Ward developed essentially four leading principles of social dynamics and hence of societal progress. (1) The first law he called “difference of potential.” This term, which he borrowed from physics, refers to the difference in potential possibilities of individuals. This difference is manifested, for example, in the crossing of cultures. It disturbs social stability, and creates social liability. Sex is a device whereby a difference of potential is maintained. While asexual reproduction is characterized chiefly by repetition of forms, sexual reproduction creates changes in the stock in countless directions. The difference of potential which is caused by a crossing of strains is highly dynamic, resulting in unnumbered variations, and hence in providing endless opportunities for progress. In a similar way a cross fertilization of cultures opens many opportunities for social advancement. “Progress results from the fusion of unlike elements.”[XVII-40] Difference of potential, again, is illustrated in the friction of mind upon mind. Thoughts conflict, and the result is likely to be an invention.
Difference of potential may lead to creative synthesis.[XVII-41] When two elements are joined, the result is usually more than the sum of the parts. The combining of hydrogen and oxygen in given proportions produces water, which manifests characteristics that are not possessed by either of the constituents. Likewise, the combining of two ideas by the human mind may result in a new idea, and thus in progress.
(2) A second dynamic principle is innovation, which has its biological homologue in the sport, or mutant. Throughout nature and society, fortuitous variations occur. Life at times breaks over the bounds of pure heredity—the result is innovation. Variation, in the sense of mutation or innovation, appears to be due to the exuberance of life. At times nature appears to react against being bound by rigid laws of heredity, to defy her own rules, and to become rampant.

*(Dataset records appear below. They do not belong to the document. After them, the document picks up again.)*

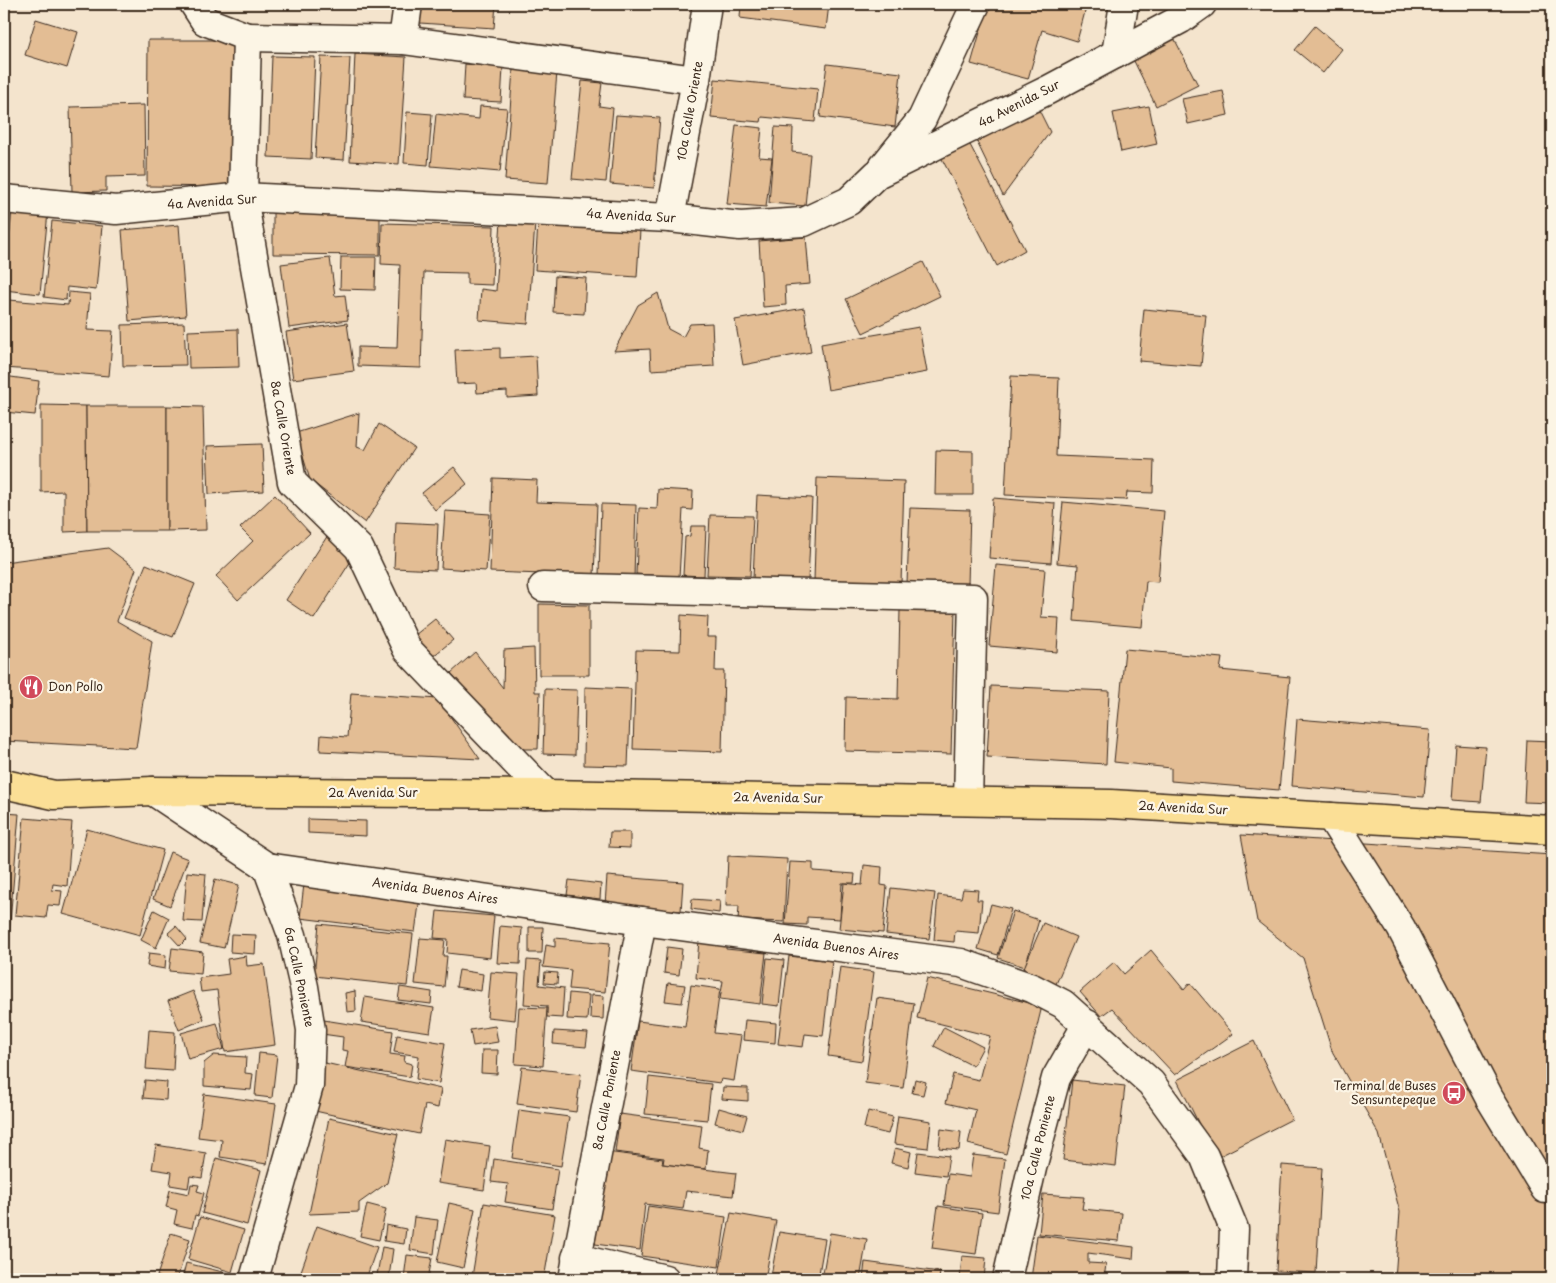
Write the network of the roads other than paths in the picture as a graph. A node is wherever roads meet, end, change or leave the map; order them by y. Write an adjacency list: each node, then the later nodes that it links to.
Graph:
1 (194, 4): 7 (street)
2 (408, 4): 8 (street)
3 (707, 4): 10 (street, 10a Calle Oriente)
4 (976, 4): 11 (street)
5 (1124, 4): 9 (street)
6 (1202, 4): 9 (street, 4a Avenida Sur)
7 (247, 37): 8 (street); 12 (street, 8a Calle Oriente)
8 (403, 40): 10 (street)
9 (1116, 54): 11 (street, 4a Avenida Sur)
10 (696, 80): 14 (street, 10a Calle Oriente)
11 (877, 174): 14 (street, 4a Avenida Sur)
12 (244, 197): 13 (street, 4a Avenida Sur); 14 (street, 4a Avenida Sur); 18 (street, 8a Calle Oriente)
13 (4, 199)
14 (670, 218)
15 (543, 587): 19 (street)
16 (4, 784): 17 (main road, 2a Avenida Sur)
17 (153, 791): 18 (main road, 2a Avenida Sur); 22 (street)
18 (546, 794): 19 (main road, 2a Avenida Sur)
19 (968, 801): 20 (main road, 2a Avenida Sur)
20 (1331, 817): 21 (main road, 2a Avenida Sur); 25 (street)
21 (1552, 830)
22 (267, 867): 23 (street, Avenida Buenos Aires); 27 (street, 6a Calle Poniente)
23 (642, 921): 24 (street, Avenida Buenos Aires); 26 (street, 8a Calle Poniente)
24 (1087, 1024): 29 (street, 10a Calle Poniente); 30 (street, Avenida Buenos Aires)
25 (1545, 1189)
26 (575, 1269): 28 (street)
27 (254, 1279)
28 (665, 1279)
29 (1007, 1279)
30 (1232, 1279)

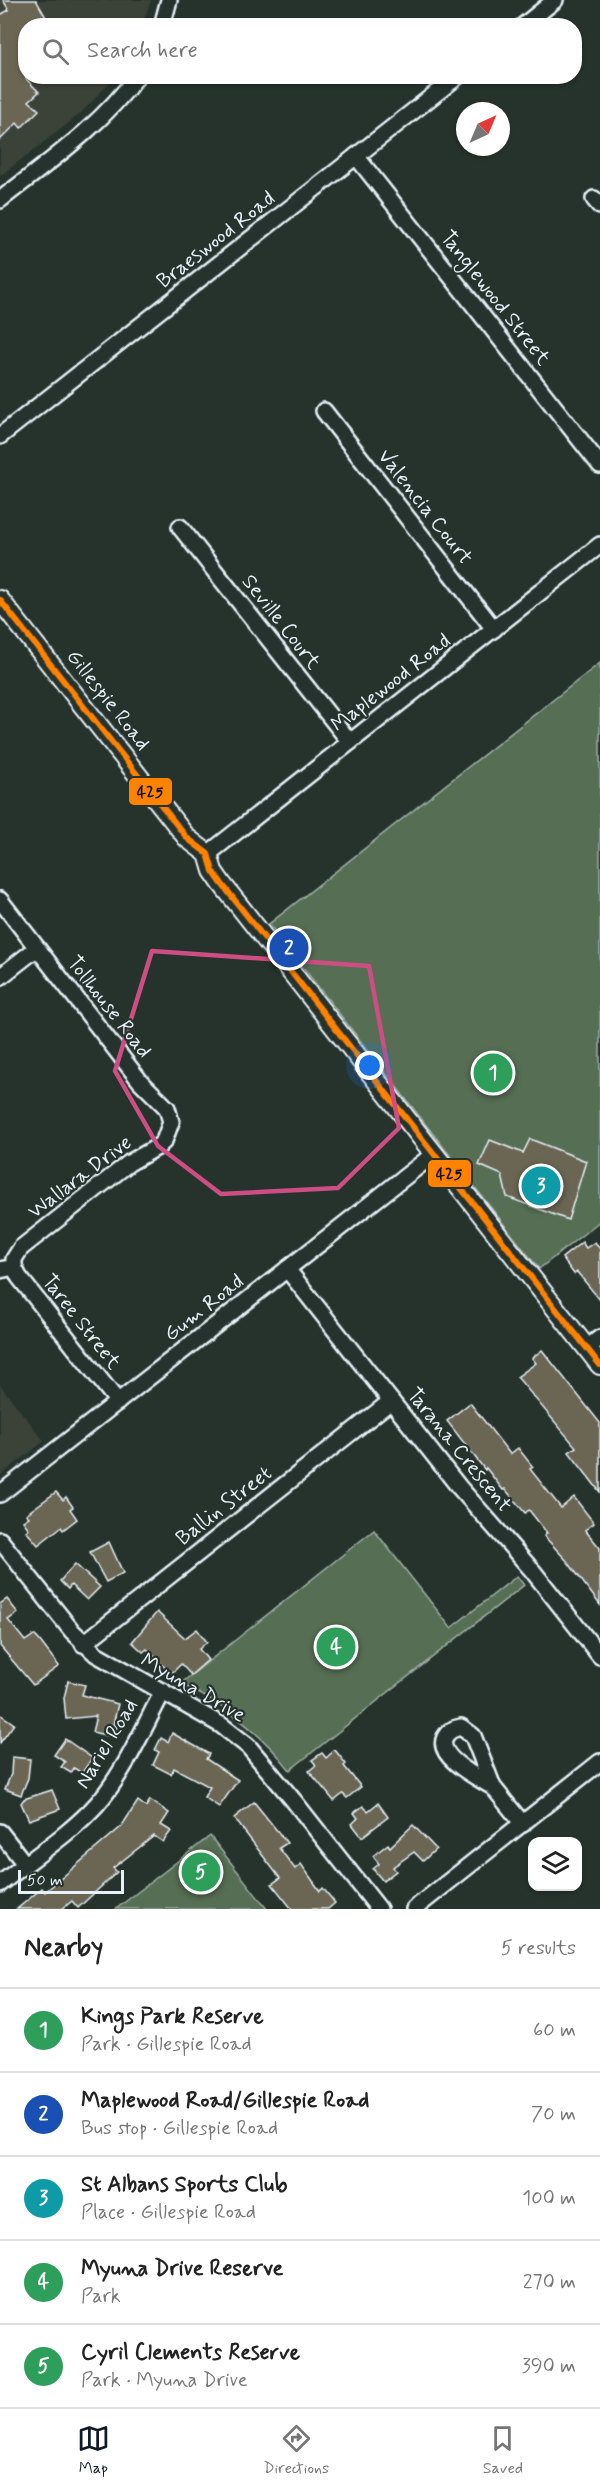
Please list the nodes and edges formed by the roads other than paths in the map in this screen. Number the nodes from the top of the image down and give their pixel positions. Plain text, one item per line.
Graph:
1 (170, 0) edge
2 (555, 0) edge
3 (164, 18) edge
4 (533, 18) edge
5 (131, 84) edge
6 (448, 84) edge
7 (356, 156) junction
8 (0, 200) edge
9 (324, 411) dead end
10 (0, 436) edge
11 (600, 465) edge
12 (180, 527) dead end
13 (600, 545) edge
14 (0, 600) edge
15 (494, 629) junction
16 (350, 742) junction
17 (208, 854) junction
18 (0, 900) edge
19 (37, 948) junction
20 (0, 977) edge
21 (164, 1141) joint
22 (434, 1154) junction
23 (7, 1268) edge
24 (287, 1269) junction
25 (593, 1343) edge
26 (600, 1365) edge
27 (392, 1401) junction
28 (118, 1402) junction
29 (0, 1494) edge
30 (0, 1540) edge
31 (83, 1644) junction
32 (600, 1656) edge
33 (163, 1691) junction
34 (600, 1762) edge
35 (493, 1787) dead end
36 (523, 1824) junction
37 (0, 1832) edge
38 (25, 1864) junction
39 (0, 1884) edge
40 (379, 1909) edge
41 (414, 1909) edge

1 - 3 street
2 - 4 street
5 - 8 street
6 - 7 street, Braeswood Road
7 - 10 street, Braeswood Road
7 - 11 street, Tanglewood Street
9 - 15 street, Valencia Court
12 - 16 street, Seville Court
13 - 15 street, Maplewood Road
14 - 17 street, Gillespie Road
15 - 16 street, Maplewood Road
16 - 17 street, Maplewood Road
17 - 22 street, Gillespie Road
18 - 19 street, Tollhouse Road
19 - 20 street
19 - 21 street, Tollhouse Road
21 - 23 street, Wallara Drive
22 - 24 street, Gum Road
22 - 25 street, Gillespie Road
23 - 28 street, Taree Street
24 - 27 street, Tarana Crescent
24 - 28 street, Gum Road
25 - 26 street, Gillespie Road
27 - 31 street, Ballin Street
27 - 32 street, Tarana Crescent
28 - 29 street, Gum Road
30 - 31 street, Myuna Drive
31 - 33 street, Myuna Drive
33 - 38 street, Nariel Road
33 - 40 street, Myuna Drive
34 - 36 street
35 - 36 street
36 - 41 street
37 - 38 street
38 - 39 street, Nariel Road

Social innovation is invention. New ideas often appear accidentally. The mind in its exuberance coins new phrases, catches new glimpses of reality, and creates ideas which are contrary to all that is established and supposedly true.
(3) Ward’s third law of progress is called conation. This concept refers to social effort which is carried on naturally to satisfy desire, to preserve or continue life, to modify the surroundings. In satisfying normally the gregarious desires, the individual advances the cause of social progress. In preserving the life of the child, the mother presumably contributes to the welfare of the race. The sacrifices which parents make in behalf of children are efforts which further the welfare of society. Every constructive modification of either the physical or spiritual environment benefits mankind. Conation is thus a term which covers a multitude of activities that are performed in the ordinary course of daily life, and which unconsciously to the doers are adding to the sum total of human welfare.
(4) The fourth dynamic principle which Ward described has already been discussed, namely, the principle of social telesis. The possibilities in social telesis are illimitable. Social telesis can turn the passions and desires of men into socially useful channels. These passions are bad only when directed to wrong ends. They are like fire—they can destroy or they can refine. If individuals as members of society could develop prevision and work together for societary ends, they would be able to transform the world.
Ward believed that greatness does not rest so much in intellectual power as in emotional force. He had great faith in persons of average intellectual ability who are ambitious. It thus becomes the part of wisdom for society to educate wisely the average intelligence. Ward challenged the idea that only a very few persons are geniuses and that these individuals, by virtue of their superior abilities, will uniformly overcome their environments. He held that genius is largely a matter of focalization of psychic energy, and that by this process all individuals may have the honor of contributing something valuable to civilization.
Ward pointed out that geniuses are as likely to appear in one social stratum as in another, among the poor as among the healthy, in the hovel as in the palace. He also demonstrated how society allows genius and talent to be ruthlessly destroyed among the lower classes through denial of opportunity. As a solution for this problem, Ward advocated social distribution, that is, the distribution of all useful knowledge to all humanity everywhere. A scientific system needs to be perfected for the more thorough and equal distribution of the great volume of valuable knowledge which has already been discovered. Ward was a strong advocate of the socialization of education.
In an article which appeared in the month following his death, Ward discussed his idea of social progress under the terms, eugenics, euthenics, and eudemics.[XVII-42] He supplemented a theory of sound birth with a theory of sound environment. The practical result in society would be a state of eudemics, or a society of sound people.
Ward was an advocate of sociocracy. By sociocracy he did not mean a democracy or a rulership that is likely to be conducted selfishly by the individuals who exercise sovereign power. Sociocracy connotes a rulership of the people in which each individual is governed primarily not by his own interests but by the interests of society.